- BRIEF: Leave the pictures out. Return all other data exactly.

═════ EXERCISE DATA ═════

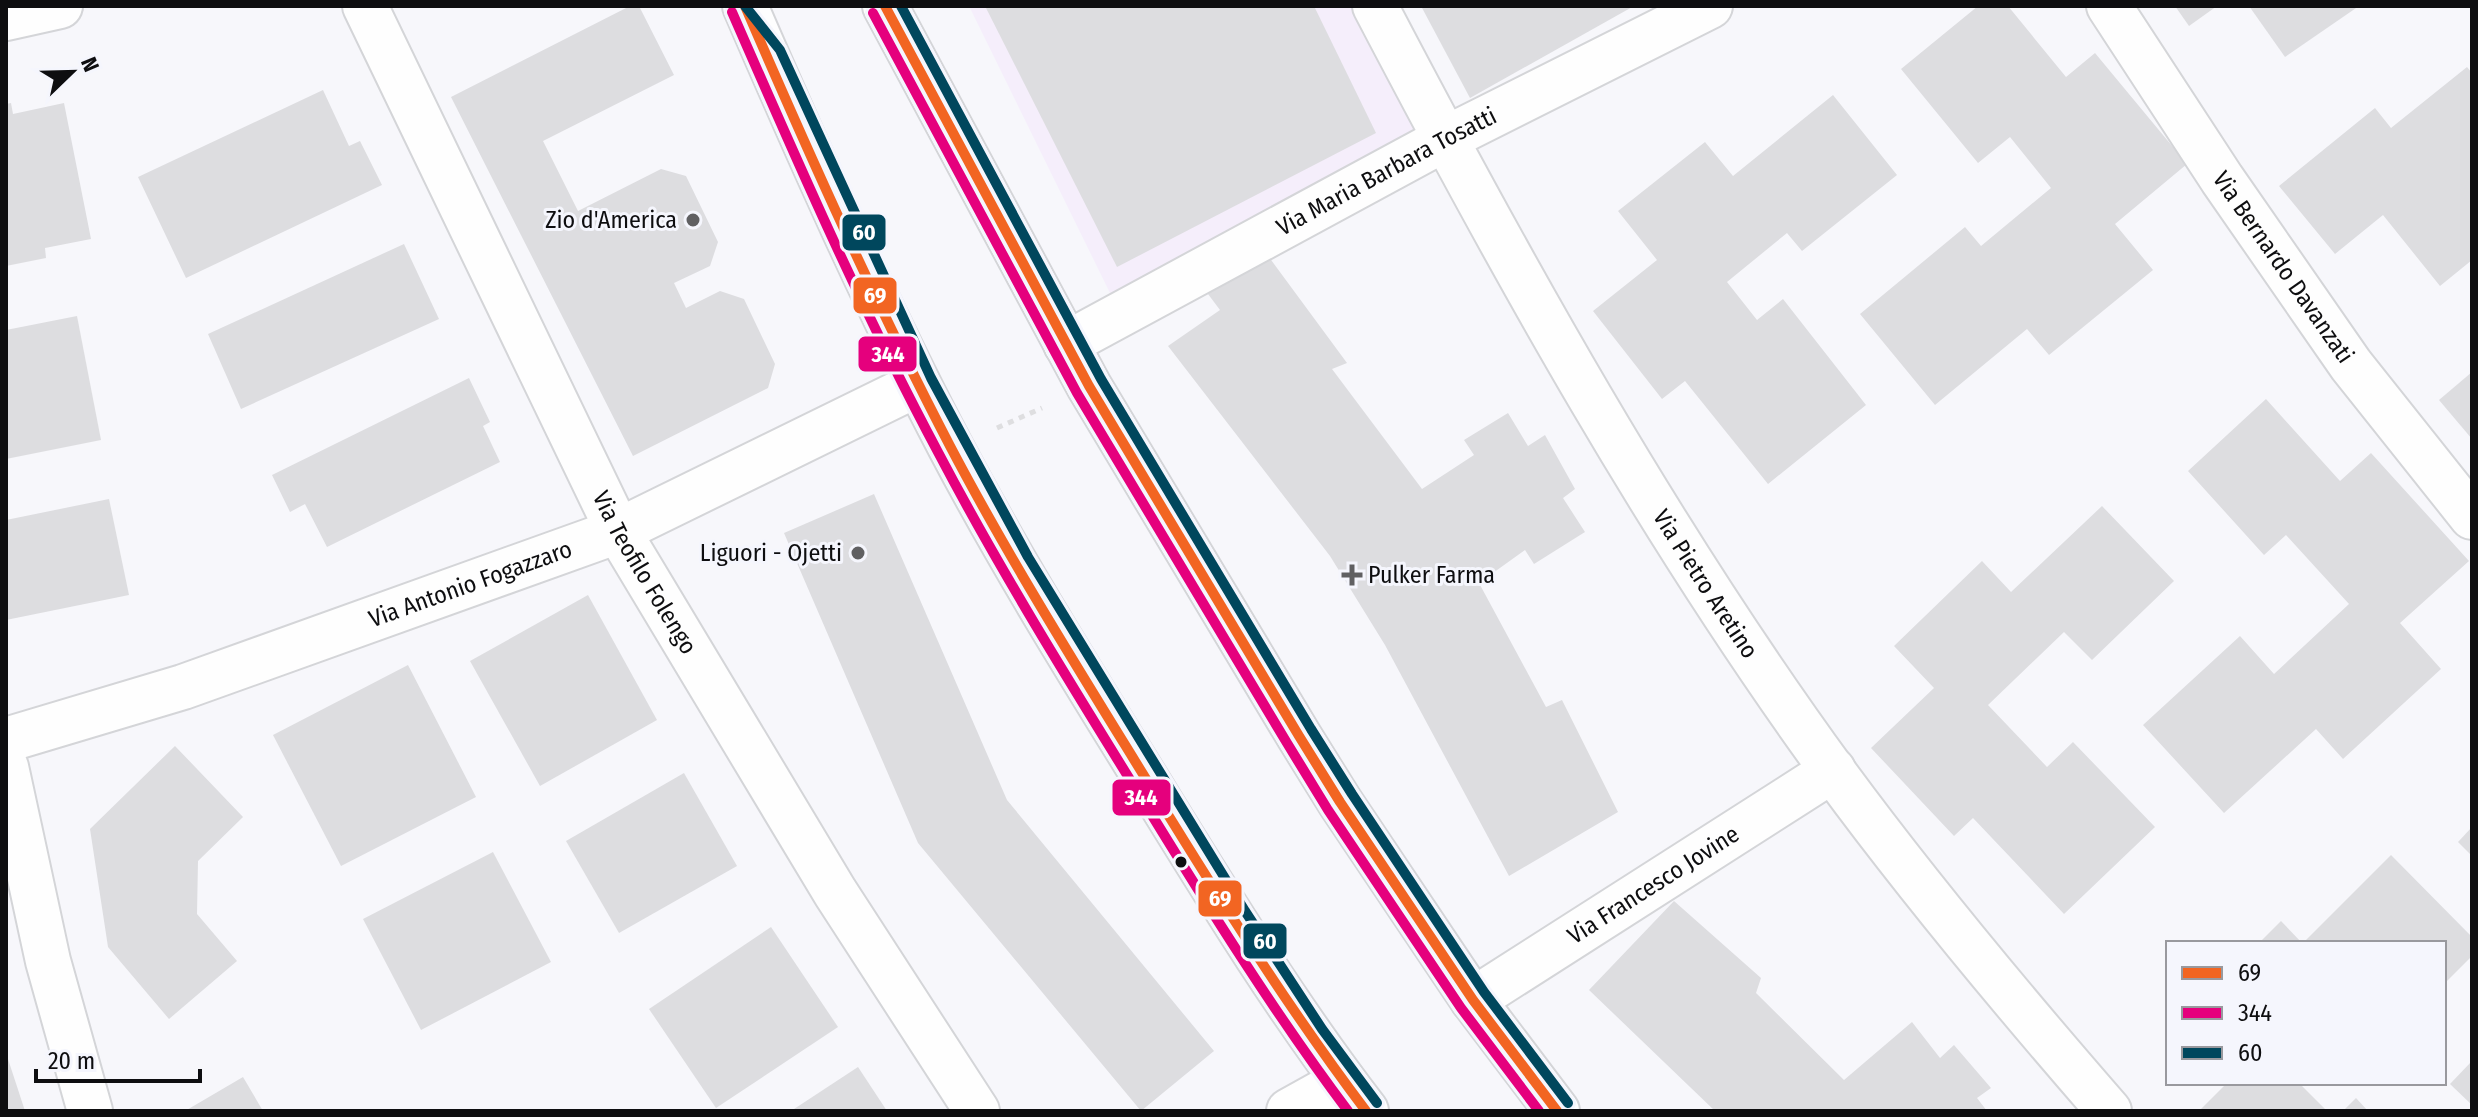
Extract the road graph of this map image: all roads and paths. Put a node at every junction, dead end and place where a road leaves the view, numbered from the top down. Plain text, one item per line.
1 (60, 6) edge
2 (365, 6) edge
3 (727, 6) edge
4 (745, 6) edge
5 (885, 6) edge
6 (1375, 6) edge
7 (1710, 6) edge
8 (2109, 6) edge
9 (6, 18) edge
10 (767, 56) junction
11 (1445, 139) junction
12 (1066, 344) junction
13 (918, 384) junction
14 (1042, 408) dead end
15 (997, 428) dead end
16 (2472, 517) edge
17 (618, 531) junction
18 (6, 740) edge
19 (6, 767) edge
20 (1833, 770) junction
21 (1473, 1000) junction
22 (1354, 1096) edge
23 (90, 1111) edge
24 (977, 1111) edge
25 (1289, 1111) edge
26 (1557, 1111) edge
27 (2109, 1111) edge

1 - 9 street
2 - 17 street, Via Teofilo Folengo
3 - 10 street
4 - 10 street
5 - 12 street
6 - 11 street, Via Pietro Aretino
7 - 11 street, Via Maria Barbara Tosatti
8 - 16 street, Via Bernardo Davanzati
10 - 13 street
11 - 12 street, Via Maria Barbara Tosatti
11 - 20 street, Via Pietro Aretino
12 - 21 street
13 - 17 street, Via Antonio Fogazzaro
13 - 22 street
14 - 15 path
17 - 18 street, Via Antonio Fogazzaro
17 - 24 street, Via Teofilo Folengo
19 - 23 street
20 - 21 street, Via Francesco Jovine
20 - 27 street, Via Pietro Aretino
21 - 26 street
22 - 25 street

═════

- RESPONSE AREA:
Extract the road graph of this map image: all roads and paths. Put a node at every junction, dead end and place where a road leaves the view, numbered from the top down. Plain text, one item per line.
1 (60, 6) edge
2 (365, 6) edge
3 (727, 6) edge
4 (745, 6) edge
5 (885, 6) edge
6 (1375, 6) edge
7 (1710, 6) edge
8 (2109, 6) edge
9 (6, 18) edge
10 (767, 56) junction
11 (1445, 139) junction
12 (1066, 344) junction
13 (918, 384) junction
14 (1042, 408) dead end
15 (997, 428) dead end
16 (2472, 517) edge
17 (618, 531) junction
18 (6, 740) edge
19 (6, 767) edge
20 (1833, 770) junction
21 (1473, 1000) junction
22 (1354, 1096) edge
23 (90, 1111) edge
24 (977, 1111) edge
25 (1289, 1111) edge
26 (1557, 1111) edge
27 (2109, 1111) edge

1 - 9 street
2 - 17 street, Via Teofilo Folengo
3 - 10 street
4 - 10 street
5 - 12 street
6 - 11 street, Via Pietro Aretino
7 - 11 street, Via Maria Barbara Tosatti
8 - 16 street, Via Bernardo Davanzati
10 - 13 street
11 - 12 street, Via Maria Barbara Tosatti
11 - 20 street, Via Pietro Aretino
12 - 21 street
13 - 17 street, Via Antonio Fogazzaro
13 - 22 street
14 - 15 path
17 - 18 street, Via Antonio Fogazzaro
17 - 24 street, Via Teofilo Folengo
19 - 23 street
20 - 21 street, Via Francesco Jovine
20 - 27 street, Via Pietro Aretino
21 - 26 street
22 - 25 street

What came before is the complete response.